Ma che cosa viene fatto esattamente? «La prima cosa che voglio precisare è che non si tratta di far fare un lavoretto senza scopo, non è una cosa finta, ma una parte del percorso produttivo vero, l’aspetto psicologico è ovviamente seguito da uno specialista e devo dire che i risultati sono incoraggianti», spiega.
Ascoltando la referente delle Cascine Riboni si comprende quanto questa iniziativa le stia a cuore e come questa sia riuscita a creare una rete che coinvolge anche la Federazione Alzheimer Italia. «Operare per il benessere delle persone, aiuta a far star meglio tutti. In Nord Europa ci stanno puntando molto riuscendo anche a diminuire le spese: ma serve un gioco di squadra in cui l’agricoltura sociale è un tassello» continua.
Ma cosa fanno le persone che partecipano a questa iniziativa? «Abbiamo fatto dei giochi sul tablet per vedere ad esempio quali lamponi è giusto raccogliere, abbiamo coltivato le fragole sia fuori suolo che in terra, vengono realizzati degli infusi e degli sciroppi. Le persone anziane in questo modo hanno anche aumento la quantità di liquidi bevuti.
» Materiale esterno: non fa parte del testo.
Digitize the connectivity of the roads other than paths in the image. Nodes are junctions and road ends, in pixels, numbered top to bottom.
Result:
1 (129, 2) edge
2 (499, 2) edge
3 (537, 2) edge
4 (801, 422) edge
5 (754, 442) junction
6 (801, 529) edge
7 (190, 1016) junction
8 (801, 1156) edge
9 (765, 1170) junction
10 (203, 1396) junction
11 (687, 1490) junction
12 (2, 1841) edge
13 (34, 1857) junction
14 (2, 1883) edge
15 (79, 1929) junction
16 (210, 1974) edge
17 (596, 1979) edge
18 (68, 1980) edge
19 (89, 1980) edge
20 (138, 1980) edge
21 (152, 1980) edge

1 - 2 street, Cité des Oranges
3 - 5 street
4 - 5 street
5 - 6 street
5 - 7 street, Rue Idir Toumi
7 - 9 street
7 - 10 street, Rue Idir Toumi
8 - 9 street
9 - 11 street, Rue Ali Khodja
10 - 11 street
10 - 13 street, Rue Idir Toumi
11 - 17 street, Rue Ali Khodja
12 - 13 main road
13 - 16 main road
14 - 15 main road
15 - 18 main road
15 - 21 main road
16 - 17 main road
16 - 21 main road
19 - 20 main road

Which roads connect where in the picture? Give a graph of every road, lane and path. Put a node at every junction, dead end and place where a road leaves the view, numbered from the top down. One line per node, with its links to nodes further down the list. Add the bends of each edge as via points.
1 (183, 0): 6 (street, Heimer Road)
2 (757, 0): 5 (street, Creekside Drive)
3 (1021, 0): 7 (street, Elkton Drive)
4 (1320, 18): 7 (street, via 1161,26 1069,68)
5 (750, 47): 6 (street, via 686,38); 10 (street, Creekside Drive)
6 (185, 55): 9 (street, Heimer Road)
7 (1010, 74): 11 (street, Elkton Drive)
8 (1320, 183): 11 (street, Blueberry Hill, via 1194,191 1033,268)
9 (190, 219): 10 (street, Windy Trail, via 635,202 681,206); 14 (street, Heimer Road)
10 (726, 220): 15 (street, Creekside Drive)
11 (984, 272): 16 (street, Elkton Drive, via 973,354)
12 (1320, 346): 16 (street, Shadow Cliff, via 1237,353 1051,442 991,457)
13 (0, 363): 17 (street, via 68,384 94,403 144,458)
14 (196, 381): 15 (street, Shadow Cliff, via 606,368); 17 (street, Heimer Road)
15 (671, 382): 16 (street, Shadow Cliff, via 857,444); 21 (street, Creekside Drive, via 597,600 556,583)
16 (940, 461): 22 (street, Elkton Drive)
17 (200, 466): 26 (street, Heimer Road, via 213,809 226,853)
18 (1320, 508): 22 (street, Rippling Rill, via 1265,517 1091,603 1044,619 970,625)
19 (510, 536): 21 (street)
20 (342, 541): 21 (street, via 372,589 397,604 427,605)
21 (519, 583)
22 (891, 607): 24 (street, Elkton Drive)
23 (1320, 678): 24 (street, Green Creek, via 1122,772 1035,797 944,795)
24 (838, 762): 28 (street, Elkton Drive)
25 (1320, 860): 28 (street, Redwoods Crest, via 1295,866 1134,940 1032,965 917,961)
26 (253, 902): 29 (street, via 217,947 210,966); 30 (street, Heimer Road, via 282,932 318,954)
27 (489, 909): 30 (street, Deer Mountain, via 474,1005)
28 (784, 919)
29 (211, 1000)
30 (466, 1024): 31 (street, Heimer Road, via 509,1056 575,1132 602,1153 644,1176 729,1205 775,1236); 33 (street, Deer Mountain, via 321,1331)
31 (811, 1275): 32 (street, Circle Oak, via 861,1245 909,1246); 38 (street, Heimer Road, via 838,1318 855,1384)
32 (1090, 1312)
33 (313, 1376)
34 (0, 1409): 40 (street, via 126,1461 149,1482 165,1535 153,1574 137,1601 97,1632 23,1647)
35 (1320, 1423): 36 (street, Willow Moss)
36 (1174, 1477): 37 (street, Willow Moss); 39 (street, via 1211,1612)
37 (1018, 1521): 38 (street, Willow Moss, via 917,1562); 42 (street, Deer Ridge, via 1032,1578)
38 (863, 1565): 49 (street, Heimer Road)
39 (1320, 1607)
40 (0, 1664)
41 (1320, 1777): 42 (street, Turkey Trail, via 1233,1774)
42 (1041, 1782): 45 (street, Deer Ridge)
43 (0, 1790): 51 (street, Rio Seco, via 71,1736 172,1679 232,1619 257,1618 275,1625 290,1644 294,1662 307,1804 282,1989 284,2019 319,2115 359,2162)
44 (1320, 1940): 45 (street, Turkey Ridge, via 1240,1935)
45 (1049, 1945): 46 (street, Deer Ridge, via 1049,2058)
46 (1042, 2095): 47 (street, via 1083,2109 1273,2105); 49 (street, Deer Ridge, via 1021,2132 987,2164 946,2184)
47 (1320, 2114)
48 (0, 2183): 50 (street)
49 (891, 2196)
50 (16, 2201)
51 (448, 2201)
Nel corso del progetto pilota dello scorso anno abbiamo potuto sperimentare come queste attività occupazionali e psicosociali aiutino la plasticità cerebrale. In pratica favoriscono il rallentamento del decadimento cognitivo e aumentano il benessere dei partecipanti».
Oggi alla Fattoria sociale i laboratori attivi sono tre: accanto a quello specifico sull’Alzheimer c’è il Lab Attiva-Mente per prevenire i comuni sintomi cognitivi dell’invecchiamento e quelli occupazionali per le persone con disabilità.
In alto la coltivazione dell'insalata fuori terra, in basso un'anziana nel laboratorio delle erbe aromatiche (a sinistra); a destra un momento di socializzazione realizzato grazie ai fagioli
Mi sono chiesta che cosa potessi fare come agricoltrice per diventare una risorsa: così è iniziato tutto
Il lavoro resta al centro con i progetti di inclusione lavorativa, i contratti di garanzia occupazionale e quelli per le attività di raccolta destinati ai richiedenti asilo… «siamo degli imprenditori e il nostro obiettivo in questo momento è riuscire a creare lavoro. La scelta di produrre con metodo biologico e la diversificazione delle produzioni ci ha permesso maggiori inserimenti lavorativi», conclude.
Alle Cascine Riboni sembra proprio che l'agricoltura sociale faccia parte del Dna.